Glucosyltransferase activity—Recombinant Rac1 (50 µg/mL) was incubated with either rN-TcsL or rN-TcdB, 20 µM of UDP-[14C]glucose (Biotrend, Cologne, Germany), and the indicated divalent metal ions (1 mM) in glucosylation buffer (50 mM of HEPES pH 7.4, 0.1 mM·MgCl2, 150 mM·KCl, 100 µg/mL of BSA) in a total volume of 20 µL at 37 °C for 10 min.
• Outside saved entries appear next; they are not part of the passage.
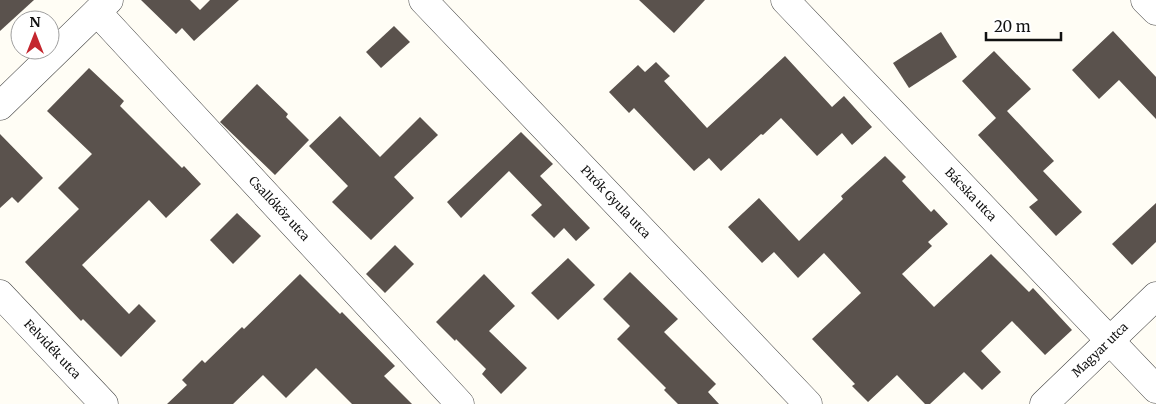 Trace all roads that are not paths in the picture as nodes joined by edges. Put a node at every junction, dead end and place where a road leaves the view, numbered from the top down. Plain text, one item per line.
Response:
1 (423, 0) edge
2 (785, 0) edge
3 (1145, 0) edge
4 (103, 6) edge
5 (1156, 11) edge
6 (0, 106) edge
7 (0, 294) edge
8 (1156, 296) edge
9 (1110, 340) junction
10 (1156, 389) edge
11 (104, 404) edge
12 (460, 404) edge
13 (808, 404) edge
14 (1044, 404) edge

1 - 13 street, Pirók Gyula utca
2 - 9 street, Bácska utca
3 - 5 street
4 - 6 street
4 - 12 street, Csallóköz utca
7 - 11 street, Felvidék utca
8 - 9 street, Magyar utca
9 - 10 street, Bácska utca
9 - 14 street, Magyar utca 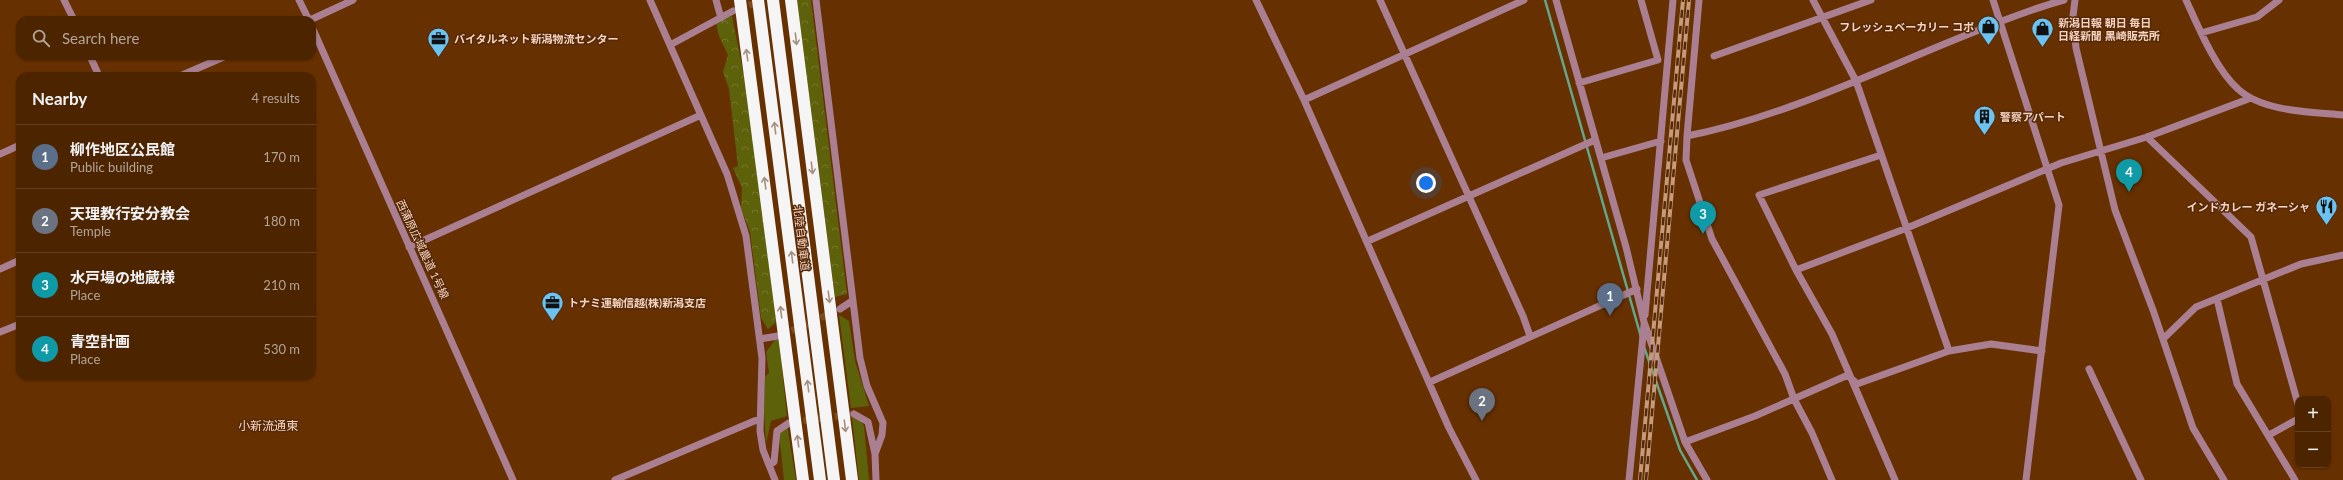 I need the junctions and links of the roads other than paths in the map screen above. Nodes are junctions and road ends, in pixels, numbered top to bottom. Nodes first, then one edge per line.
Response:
1 (64, 0) edge
2 (299, 0) edge
3 (353, 0) edge
4 (650, 0) edge
5 (716, 0) edge
6 (739, 0) edge
7 (758, 0) edge
8 (773, 0) edge
9 (791, 0) edge
10 (816, 0) edge
11 (1256, 0) edge
12 (1380, 0) edge
13 (1524, 0) edge
14 (1556, 0) edge
15 (1641, 0) edge
16 (1673, 0) edge
17 (1699, 0) edge
18 (1813, 0) edge
19 (1871, 0) edge
20 (1993, 0) edge
21 (2064, 0) edge
22 (2075, 0) edge
23 (2186, 0) edge
24 (2279, 0) edge
25 (738, 13) junction
26 (72, 16) edge
27 (307, 16) edge
28 (316, 17) edge
29 (721, 18) junction
30 (1821, 19) junction
31 (2000, 22) junction
32 (2201, 32) junction
33 (316, 36) edge
34 (670, 45) junction
35 (1404, 54) junction
36 (1714, 56) dead end
37 (92, 60) edge
38 (217, 60) edge
39 (97, 72) edge
40 (189, 72) edge
41 (1856, 80) junction
42 (1579, 83) junction
43 (2251, 98) junction
44 (1304, 100) junction
45 (701, 115) junction
46 (2343, 115) edge
47 (1687, 136) junction
48 (2146, 137) junction
49 (1595, 140) junction
50 (1661, 141) junction
51 (16, 148) edge
52 (2102, 152) junction
53 (0, 154) edge
54 (1881, 155) junction
55 (1600, 158) junction
56 (2048, 168) junction
57 (1469, 196) junction
58 (1907, 228) junction
59 (1368, 241) junction
60 (410, 247) junction
61 (2343, 255) edge
62 (16, 262) edge
63 (0, 269) edge
64 (1796, 270) junction
65 (2264, 280) junction
66 (1637, 289) junction
67 (2217, 299) junction
68 (852, 301) junction
69 (840, 309) tunnel mouth
70 (1644, 322) junction
71 (16, 326) edge
72 (0, 332) edge
73 (778, 336) tunnel mouth
74 (1530, 336) junction
75 (760, 338) junction
76 (2163, 339) junction
77 (1950, 351) junction
78 (2042, 352) junction
79 (2089, 369) dead end
80 (1848, 375) junction
81 (1430, 382) junction
82 (2296, 396) edge
83 (1794, 399) junction
84 (854, 414) dead end
85 (759, 419) junction
86 (2295, 421) edge
87 (789, 423) tunnel mouth
88 (2269, 435) junction
89 (1685, 442) junction
90 (875, 454) junction
91 (769, 464) junction
92 (513, 480) edge
93 (615, 480) edge
94 (775, 480) edge
95 (803, 480) edge
96 (820, 480) edge
97 (834, 480) edge
98 (852, 480) edge
99 (876, 480) edge
100 (1476, 480) edge
101 (1629, 480) edge
102 (1707, 480) edge
103 (1832, 480) edge
104 (1895, 480) edge
105 (2026, 480) edge
106 (2141, 480) edge
107 (2224, 480) edge
108 (2295, 480) edge

1 - 26 street
2 - 27 street
3 - 28 street
4 - 34 street
5 - 29 street
6 - 25 highway
96 -> 7 highway, 北陸自動車道
8 - 97 highway, 北陸自動車道
9 -> 98 highway
10 - 68 street
11 - 44 street
12 - 35 street
13 - 35 street
14 - 42 street
15 - 42 street
16 - 50 street
17 - 47 street
18 - 30 street
19 - 30 street
20 - 31 street
21 - 31 street
22 - 52 street
23 - 32 street
24 - 32 street
25 - 29 street
95 -> 25 highway
29 - 34 street
30 - 36 street
30 - 41 street
31 - 41 street
31 - 56 street
32 - 43 street
33 - 60 street, 西蒲原広域農道 1号線
34 - 45 street
35 - 44 street
35 - 57 street
37 - 39 street
38 - 40 street
41 - 47 street
41 - 54 street
42 - 49 street
43 - 46 street
43 - 48 street
44 - 59 street
45 - 60 street
45 - 75 street
47 - 83 street
48 - 52 street
48 - 65 street
49 - 55 street
49 - 57 street
50 - 55 street
50 - 70 street
51 - 53 street
52 - 56 street
52 - 76 street
54 - 58 street
54 - 64 street
55 - 66 street
56 - 58 street
56 - 78 street
57 - 59 street
57 - 74 street
58 - 64 street
58 - 77 street
59 - 81 street
60 - 92 street, 西蒲原広域農道 1号線
61 - 65 street
62 - 63 street
64 - 80 street
65 - 67 street
65 - 82 street
66 - 70 street
66 - 74 street
67 - 76 street
67 - 88 street
68 - 69 street
68 - 90 street
70 - 89 street
70 - 101 street
71 - 72 street
73 - 75 street
74 - 81 street
75 - 85 street
76 - 107 street
77 - 78 street
77 - 80 street
78 - 105 street
79 - 106 street
80 - 83 street
80 - 104 street
81 - 100 street
83 - 89 street
83 - 103 street
84 - 90 street
85 - 91 street
85 - 93 street
86 - 88 street
87 - 91 street
88 - 108 street
89 - 102 street
90 - 99 street
91 - 94 street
Proteins were analyzed by 12.5% SDS-PAGE, and [14C]glucosylated Rac1 was visualized by PhosphorImaging (Cyclone, PerkinElmer Life and Analytical Sciences, Shelton, CT, USA).
Glycohydrolase activity—The toxins were incubated with 100 µM of UDP-[14C]glucose in glycohydrolase buffer (50 mM of HEPES, pH 7.4, supplemented with either 150 mM·KCl or NaCl, and 100 µg/mL of BSA) in the presence of the indicated concentrations of divalent metal ions. Samples of a total volume of 10 µL were incubated at 37 °C for 30 min. 2 µL samples were taken as indicated and run on PEI-cellulose plates (Merck, Darmstadt, Germany) using 0.2 mM·LiCl as mobile phase. The plates were dried and analyzed using PhosphorImager. Quantitative data are given as mol formed [14C]glucose per mol toxin and per time indicated as means ± SD (n = 3).
Data analysis—Initial rate data for the glycohydrolase reaction were determined with regard to metal ion binding by varying the metal ion concentration. The EC50 values were obtained by a non-linear curve fitting using the sigmoid Emax model (the Hill equation).
Acknowledgments
This work was supported by Niedersachsen Vorab grant number: VWZN2889.
Abbreviations
The following abbreviations are used in this manuscript:
LCGT | Large clostridial glycosylating toxin |
PEI | Polyethylenimine-modified |
TcdA | C. difficile toxin A |
TcdB | C. difficile toxin B |
Tcnα | C. novyi alpha-toxin from, and the glycosylating toxin |
TcpE | Glycosylating toxin from C. perfringens type E strain |
TcsL | C. sordellii lethal toxin |
TcsH | C. sordellii hemorrhagic toxin |
Author Contributions
H.G. and I.J. conceived and designed the experiments; H.G. and I.S. performed the experiments; H.G. and I.S. analyzed the data; H.G. and I.J. wrote the paper.
Conflicts of Interest
The authors declare no conflict of interest.